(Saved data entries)
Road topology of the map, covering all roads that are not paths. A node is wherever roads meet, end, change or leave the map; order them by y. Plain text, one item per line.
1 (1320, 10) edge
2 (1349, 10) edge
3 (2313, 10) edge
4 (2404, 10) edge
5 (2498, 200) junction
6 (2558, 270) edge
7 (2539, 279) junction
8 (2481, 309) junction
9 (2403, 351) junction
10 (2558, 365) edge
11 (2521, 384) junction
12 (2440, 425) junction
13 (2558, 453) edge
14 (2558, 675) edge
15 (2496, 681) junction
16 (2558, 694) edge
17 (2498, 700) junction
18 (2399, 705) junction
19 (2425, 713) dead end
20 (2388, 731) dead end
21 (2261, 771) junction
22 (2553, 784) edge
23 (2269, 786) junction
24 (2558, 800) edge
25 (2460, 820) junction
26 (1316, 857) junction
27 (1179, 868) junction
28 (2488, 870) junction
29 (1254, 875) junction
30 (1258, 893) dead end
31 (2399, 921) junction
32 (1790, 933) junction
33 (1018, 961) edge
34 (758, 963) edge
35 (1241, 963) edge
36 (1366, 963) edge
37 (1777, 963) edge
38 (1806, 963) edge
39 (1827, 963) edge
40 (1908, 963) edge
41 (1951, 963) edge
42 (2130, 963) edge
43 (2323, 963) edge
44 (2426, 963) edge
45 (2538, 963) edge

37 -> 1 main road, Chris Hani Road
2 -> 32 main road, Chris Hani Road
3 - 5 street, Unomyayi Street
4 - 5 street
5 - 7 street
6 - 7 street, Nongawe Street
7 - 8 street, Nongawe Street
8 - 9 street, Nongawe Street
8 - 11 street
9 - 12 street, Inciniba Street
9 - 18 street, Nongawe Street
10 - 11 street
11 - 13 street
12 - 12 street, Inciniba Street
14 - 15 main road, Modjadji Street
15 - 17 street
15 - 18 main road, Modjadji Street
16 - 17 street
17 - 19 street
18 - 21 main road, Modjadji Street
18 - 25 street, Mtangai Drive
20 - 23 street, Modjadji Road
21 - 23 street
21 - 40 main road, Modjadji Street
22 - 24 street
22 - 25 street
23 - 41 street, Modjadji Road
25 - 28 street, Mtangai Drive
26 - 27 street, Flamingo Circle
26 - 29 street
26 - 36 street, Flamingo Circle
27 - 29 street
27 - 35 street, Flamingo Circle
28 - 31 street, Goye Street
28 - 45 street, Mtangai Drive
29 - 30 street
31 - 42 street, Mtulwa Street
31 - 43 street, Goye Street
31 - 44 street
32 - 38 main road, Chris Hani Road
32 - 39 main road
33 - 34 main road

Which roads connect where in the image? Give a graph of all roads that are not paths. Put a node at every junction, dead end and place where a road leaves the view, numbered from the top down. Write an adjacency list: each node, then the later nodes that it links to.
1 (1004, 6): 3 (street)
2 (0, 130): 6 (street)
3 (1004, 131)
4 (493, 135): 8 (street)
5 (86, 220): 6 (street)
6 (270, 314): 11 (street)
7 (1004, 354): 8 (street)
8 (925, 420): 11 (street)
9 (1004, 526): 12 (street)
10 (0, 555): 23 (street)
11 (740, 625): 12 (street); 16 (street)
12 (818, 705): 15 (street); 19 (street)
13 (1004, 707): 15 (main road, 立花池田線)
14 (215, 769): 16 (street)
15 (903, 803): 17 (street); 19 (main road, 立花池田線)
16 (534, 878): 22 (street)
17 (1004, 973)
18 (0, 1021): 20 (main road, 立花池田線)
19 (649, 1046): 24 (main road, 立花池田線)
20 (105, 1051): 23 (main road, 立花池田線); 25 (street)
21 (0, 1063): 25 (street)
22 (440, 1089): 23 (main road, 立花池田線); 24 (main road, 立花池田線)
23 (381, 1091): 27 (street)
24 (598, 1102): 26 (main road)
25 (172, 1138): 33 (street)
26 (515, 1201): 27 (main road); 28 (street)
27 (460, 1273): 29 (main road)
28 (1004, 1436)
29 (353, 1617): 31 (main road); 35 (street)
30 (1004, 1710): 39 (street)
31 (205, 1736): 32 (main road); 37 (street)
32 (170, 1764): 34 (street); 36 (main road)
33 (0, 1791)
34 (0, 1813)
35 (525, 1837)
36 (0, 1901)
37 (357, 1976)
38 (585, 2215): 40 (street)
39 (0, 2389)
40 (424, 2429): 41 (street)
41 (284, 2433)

ACTION ITEM: Please report how many lines in the records above contain the word "node", and give nothing but the number.

SOLVED PROBLEM: 2